最後に、100%準備完了と感じたらストロークする」
画像はttps://southernfairwaysgolf.com/にリンクして表示させて頂いています。
(October 01, 2023)
●ショートパット成功の鍵【距離篇】
前回の「ショートパット成功の鍵」は方向性についてでした。今回のは距離感の鍵です。
われわれが誰かのボールを拾って上げてポンと投げる時、その距離感は極めて正確で、めったに短か過ぎたり遠過ぎたりすることはありません。これは潜在意識がコントロールする《アイ=ハンド・コーディネーション》のなせる業です。パットでもカップを見ただけで身体がバックストロークの幅や打つ強さを思い浮かべてくれればいいのですが、そうは問屋が卸しません。
現在の私は1.5メートルの距離を全て成功させたいという願望があるのですが、一口に1.5メートルと云ってもグリーンとピンの配置によって上りだったり下りだったり、雨の後や朝露に覆われていたりする場合もあるので、常に同じように打てるものではありません。
私が考えたアイデアは、自分に視認出来る尺度を単位として、カップに届くまでの素振りをリハーサルするというものです。例えば、私は小学生の頃から30センチの物差しに慣れ親しんでいるので、30センチなら単位として視覚化し易い。で、カップが図の①の30センチ先にあるとしてバックストロークし、次にその倍の②の先までの60センチの距離を転がすバックストロークの素振り、③までの90センチ先まで届くバックストロークの素振り…という風に全五回の素振りで1.5メートル先のカップに届かせるバックストロークの幅を身体に覚え込ませ、それを本番で再現します。

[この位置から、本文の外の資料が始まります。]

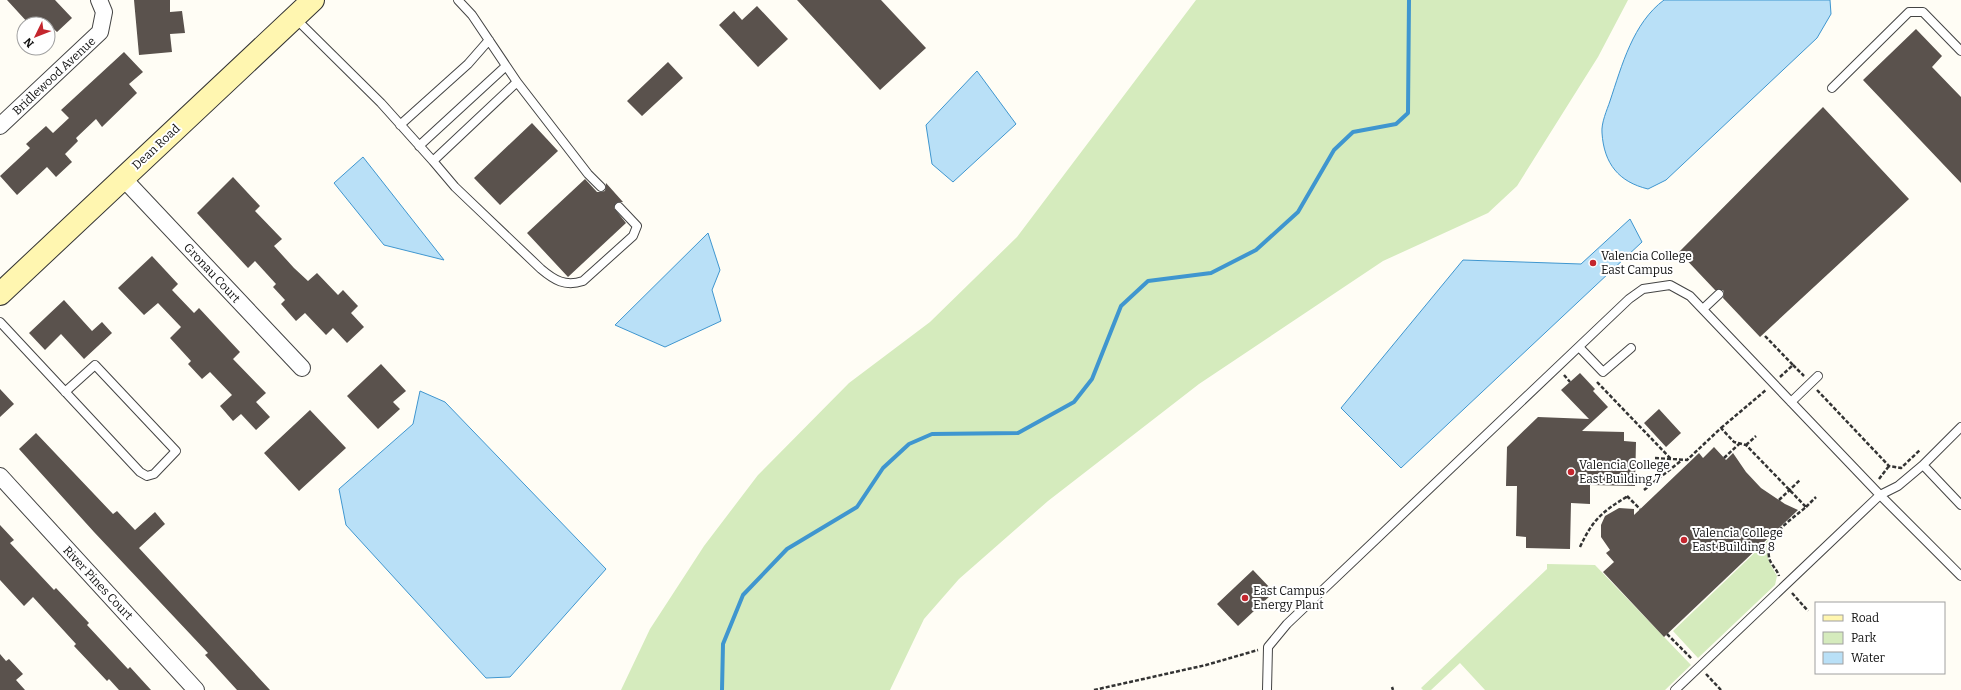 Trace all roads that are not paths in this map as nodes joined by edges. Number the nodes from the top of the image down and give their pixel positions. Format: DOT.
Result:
graph roads {
  1 [pos="100,0"];
  2 [pos="313,0"];
  3 [pos="458,0"];
  4 [pos="294,17"];
  5 [pos="489,40"];
  6 [pos="1961,51"];
  7 [pos="506,66"];
  8 [pos="517,82"];
  9 [pos="1832,88"];
  10 [pos="400,125"];
  11 [pos="0,126"];
  12 [pos="419,146"];
  13 [pos="433,161"];
  14 [pos="123,178"];
  15 [pos="601,188"];
  16 [pos="619,207"];
  17 [pos="0,294"];
  18 [pos="1719,294"];
  19 [pos="1703,309"];
  20 [pos="0,322"];
  21 [pos="1579,347"];
  22 [pos="1631,348"];
  23 [pos="302,368"];
  24 [pos="1818,376"];
  25 [pos="65,392"];
  26 [pos="1791,402"];
  27 [pos="1961,427"];
  28 [pos="1923,465"];
  29 [pos="0,476"];
  30 [pos="1880,495"];
  31 [pos="1961,505"];
  32 [pos="1961,576"];
  33 [pos="196,690"];
  34 [pos="1267,690"];
  35 [pos="1675,690"];
  1 -- 11 [label="street, Bridlewood Avenue"];
  2 -- 4 [label="main road, Dean Road"];
  3 -- 5 [label="lane"];
  4 -- 10 [label="lane"];
  4 -- 14 [label="main road, Dean Road"];
  5 -- 7 [label="lane"];
  5 -- 10 [label="lane"];
  6 -- 9 [label="lane"];
  7 -- 8 [label="lane"];
  7 -- 12 [label="lane"];
  8 -- 13 [label="lane"];
  8 -- 15 [label="lane"];
  10 -- 12 [label="lane"];
  12 -- 13 [label="lane"];
  13 -- 16 [label="lane"];
  14 -- 17 [label="main road, Dean Road"];
  14 -- 23 [label="street, Gronau Court"];
  18 -- 19 [label="lane"];
  19 -- 21 [label="lane"];
  19 -- 26 [label="lane"];
  20 -- 25 [label="lane"];
  21 -- 22 [label="lane"];
  21 -- 34 [label="lane"];
  24 -- 26 [label="lane"];
  25 -- 25 [label="lane"];
  26 -- 30 [label="lane"];
  27 -- 28 [label="lane"];
  28 -- 30 [label="lane"];
  28 -- 31 [label="lane"];
  29 -- 33 [label="street, River Pines Court"];
  30 -- 32 [label="lane"];
  30 -- 35 [label="lane"];
}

これは漠然と1.5メートル先のカップを見ながら素振りするよりも効果的です。
私のように練習でカップから1.5メートルの距離に立つことに慣れていれば、上のテクニックはロングパットにも応用出来ます。例えば6メートルの距離なら全体を四分割して1.5メートル単位の素振りをすればいいわけです。
(October 01, 2023)
●ラウンド前、カップを狙わず練習せよ
スポーツ心理学者Dr. Joe Parent(ジョー・ペアレント博士)執筆のメンタルtips集より。 'Golf: The Art of the Mental Game' 「ラウンド前にパッティングのウォームアップをする時は、先ずカップを狙わずにパットする。これだとカップを狙う時のようにプッシュしたりプルしたりせず、自然なストロークが出来る。この方式で毎回スウィートスポットで打て、ボールが順回転【註】で転がるようになるまで練習する。 【編註】「順回転」とは、ボールに描かれた直線がぐらぐら揺れずに一線となって転がる状態。 次に、ロングパットの練習をする。正しい距離を転がすために、どれだけ大きなスウィングをしなければならないか感じ取る。 サイド・スロープの中位の距離でカップを狙い、打つ強さとブレイク(曲がり)との関係を感じ取る。様々な強さとボール軌道の組み合わせを試す。 最後に60センチの距離のパットを数回行う。頭を動かさないことと、ボールがカップに転げ込む音を聞くことに集中する。そのストロークは実際上50センチや1メートルのパットと変わらない。ボールがカップに転げ込む『コロコローン』という成功の甘き音色によって自信が構築されることであろう」 |
(October 01, 2023)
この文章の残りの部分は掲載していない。